Tengo para mí que en su último suspiro lo que deseaba para su país no era la apacible sumisión, ni la enfermiza atonía en la que vivimos, tampoco los pesebres con sus tenores de alquiler, sino la indignación, la santa indignación de un cascarrabias que no se vendió a cambio de canonjías, ni tampoco acordó pacto alguno con el conformismo que nos consume.

¡Larga vida a su rabia y a su idea, tan machadianas y españolas como él!

Categoría: Semblanzas y epístolas Comentarios(5) septiembre 2010

5 Respuestas a “En la muerte de José Antonio Labordeta”

  1. María de la A Says:

    Cuando rescatas recuerdos, cuando narras vivencias, más que lo que dices, lo que llega es la forma en que lo haces y además el resultado es un columnismo literario que, como algunas personas te dicen aquí, deberías cultivar más.
    Y en cuanto a la figura de Labordeta, creo que la describes tal como era. Me ha gustado.

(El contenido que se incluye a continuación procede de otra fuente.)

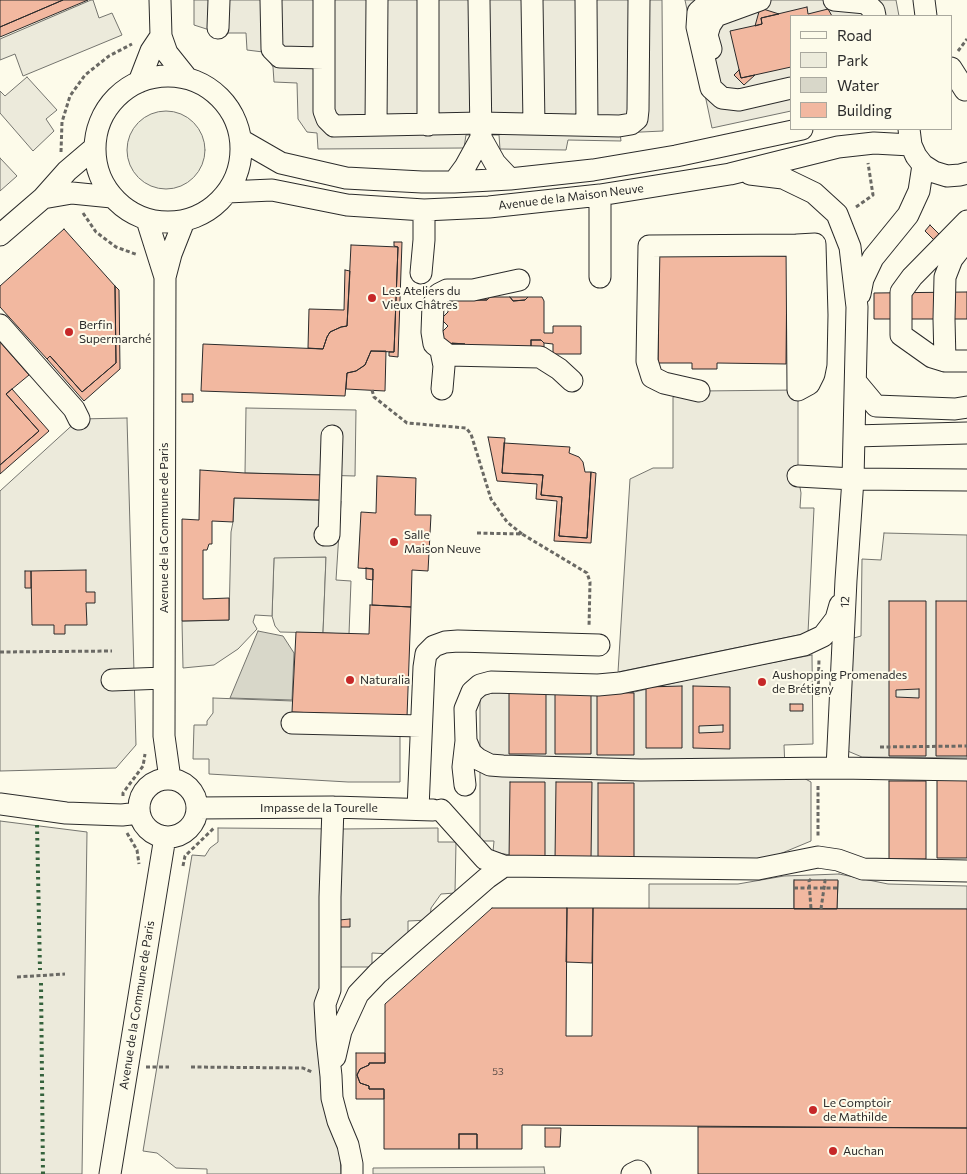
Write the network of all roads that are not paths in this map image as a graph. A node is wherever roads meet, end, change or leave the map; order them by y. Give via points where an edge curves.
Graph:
1 (160, 0) edge
2 (219, 0) edge
3 (272, 0) edge
4 (324, 0) edge
5 (377, 0) edge
6 (428, 0) edge
7 (479, 0) edge
8 (532, 0) edge
9 (586, 0) edge
10 (639, 0) edge
11 (736, 0) edge
12 (760, 0) edge
13 (834, 0) edge
14 (924, 0) edge
15 (875, 15) edge
16 (926, 15) edge
17 (218, 28) dead end
18 (161, 36) junction
19 (324, 58) junction
20 (952, 70) edge
21 (790, 76) edge
22 (187, 78) junction
23 (138, 82) junction
24 (790, 88) edge
25 (961, 90) edge
26 (534, 124) junction
27 (376, 125) junction
28 (428, 125) junction
29 (587, 125) junction
30 (481, 130) junction
31 (797, 130) edge
32 (910, 137) edge
33 (241, 140) junction
34 (94, 148) junction
35 (924, 165) junction
36 (967, 173) edge
37 (730, 174) junction
38 (510, 179) junction
39 (454, 182) junction
40 (227, 192) junction
41 (600, 195) junction
42 (112, 197) junction
43 (42, 198) junction
44 (424, 210) junction
45 (147, 220) junction
46 (184, 221) junction
47 (967, 221) edge
48 (0, 235) edge
49 (967, 240) edge
50 (421, 273) dead end
51 (165, 277) junction
52 (600, 277) dead end
53 (519, 280) dead end
54 (857, 308) junction
55 (0, 325) edge
56 (441, 351) junction
57 (945, 361) junction
58 (967, 361) edge
59 (572, 381) dead end
60 (856, 382) junction
61 (442, 390) dead end
62 (798, 390) dead end
63 (699, 391) dead end
64 (967, 407) edge
65 (79, 419) dead end
66 (967, 433) edge
67 (332, 436) dead end
68 (854, 436) junction
69 (798, 476) dead end
70 (853, 479) junction
71 (967, 480) edge
72 (325, 535) dead end
73 (846, 580) junction
74 (594, 645) road end
75 (164, 678) junction
76 (112, 680) dead end
77 (292, 723) dead end
78 (421, 726) junction
79 (466, 741) junction
80 (503, 766) junction
81 (837, 768) junction
82 (967, 770) edge
83 (170, 779) junction
84 (465, 785) junction
85 (0, 804) edge
86 (333, 807) junction
87 (197, 808) junction
88 (418, 809) junction
89 (441, 810) junction
90 (130, 814) junction
91 (166, 837) junction
92 (504, 866) junction
93 (967, 872) edge
94 (326, 1076) junction
95 (110, 1174) edge
96 (352, 1174) edge
97 (632, 1174) edge
98 (640, 1174) edge

1 - 18 street
2 - 17 street
3 - 19 street via 272,49 280,57
4 - 19 street
5 - 27 street
6 - 28 street
7 - 30 street
8 - 26 street
9 - 29 street
10 - 29 street via 637,119 631,124
11 - 24 street via 708,3 698,12 696,27 711,88 722,98 739,100
12 - 21 street via 716,16 710,25 707,35 718,75 724,82 743,87
13 - 15 street via 866,3
14 - 16 street
18 - 22 street via 167,53
18 - 23 street
19 - 27 street via 324,111 327,119 334,126
20 - 25 street
22 - 23 street via 162,76
22 - 33 street via 212,91 232,113
23 - 34 street via 120,93 106,108 97,128
26 - 29 street
26 - 30 street
27 - 28 street
28 - 30 street
30 - 38 street via 495,163
30 - 39 street via 465,167
31 - 38 street, Avenue de la Maison Neuve via 676,156
32 - 35 street via 916,156
32 - 37 street, Avenue de la Maison Neuve via 838,147
33 - 39 street, Avenue de la Maison Neuve via 282,163 346,178
33 - 40 street via 241,158
34 - 42 street via 98,174
34 - 43 street
35 - 36 street via 947,176
35 - 54 street via 908,215 872,258 863,279
37 - 41 street, Avenue de la Maison Neuve
37 - 54 street via 783,178 814,192 837,214 850,247
38 - 39 street, Avenue de la Maison Neuve
40 - 44 street, Avenue de la Maison Neuve via 272,190 347,205
40 - 46 street via 201,215
41 - 44 street, Avenue de la Maison Neuve via 489,207
41 - 52 street
42 - 43 street via 72,193
42 - 45 street via 128,211
43 - 48 street
44 - 50 street
45 - 46 street via 165,223
45 - 51 street, Avenue de la Commune de Paris
46 - 51 street, Avenue de la Commune de Paris
47 - 57 street via 912,277 902,292 901,335 932,357
49 - 57 street via 952,259 945,277
51 - 75 street, Avenue de la Commune de Paris
53 - 56 street via 473,290 447,290 439,294 433,305 432,332 434,344
54 - 60 street, 12
55 - 65 street via 74,409
56 - 59 street via 448,355 540,357
56 - 61 street via 444,366
57 - 58 street
60 - 64 street via 876,406
60 - 68 street, 12
62 - 63 street via 809,384 816,364 815,244 649,246 647,361 652,377
66 - 68 street
67 - 72 street via 329,535
68 - 70 street, 12
69 - 70 street
70 - 71 street
70 - 73 street, 12
73 - 79 street via 836,620 823,636 804,645 620,683 491,682 480,685 472,692 465,709
73 - 81 street, 12
74 - 78 street via 458,640 434,646 426,654
75 - 76 street
75 - 83 street, Avenue de la Commune de Paris via 164,736
77 - 78 street via 357,729
78 - 88 street
79 - 80 street via 478,759 490,765
79 - 84 street
80 - 81 street via 641,770
80 - 84 street via 477,773
81 - 82 street
83 - 87 street via 189,788
83 - 90 street via 157,781 146,789
84 - 89 street via 461,794
85 - 90 street via 66,813
86 - 87 street, Impasse de la Tourelle
86 - 88 street, Impasse de la Tourelle
86 - 94 street
87 - 91 street via 187,829 177,836
88 - 89 street, Impasse de la Tourelle
89 - 92 street via 485,858
90 - 91 street via 148,830
91 - 95 street, Avenue de la Commune de Paris
92 - 93 street via 758,869 818,857 863,869
92 - 94 street via 410,944 358,994
94 - 96 street via 348,1145
97 - 98 street via 638,1171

  2. Juanita la Corta Says:

    En efecto, Labordeta fue un ciudadano decente y nunca se acercó a ningún pesebre, se ganó la admiración de todos por su franqueza, claridad e independencia.

  3. Xicu Says:

    Se nos marchó un referente de la decencia.
    Pero ahí está su trayectoria que demuestra que no todos los faranduleros son iguales.

  4. mencar Says:

    Tiene razón Xicu, y tu artículo es el mejor homenaje que se le puede hacer.

    Yo tuve la inmensa suerte de conocerle, y no encuentro mejor descripción para él, que la de ser una persona, coherente, insobornable y decente.

  5. Jablaca Says:

    – Cualquier ropaje que vistiera, siempre le quedaba bien. Pasó a mejor “vida”.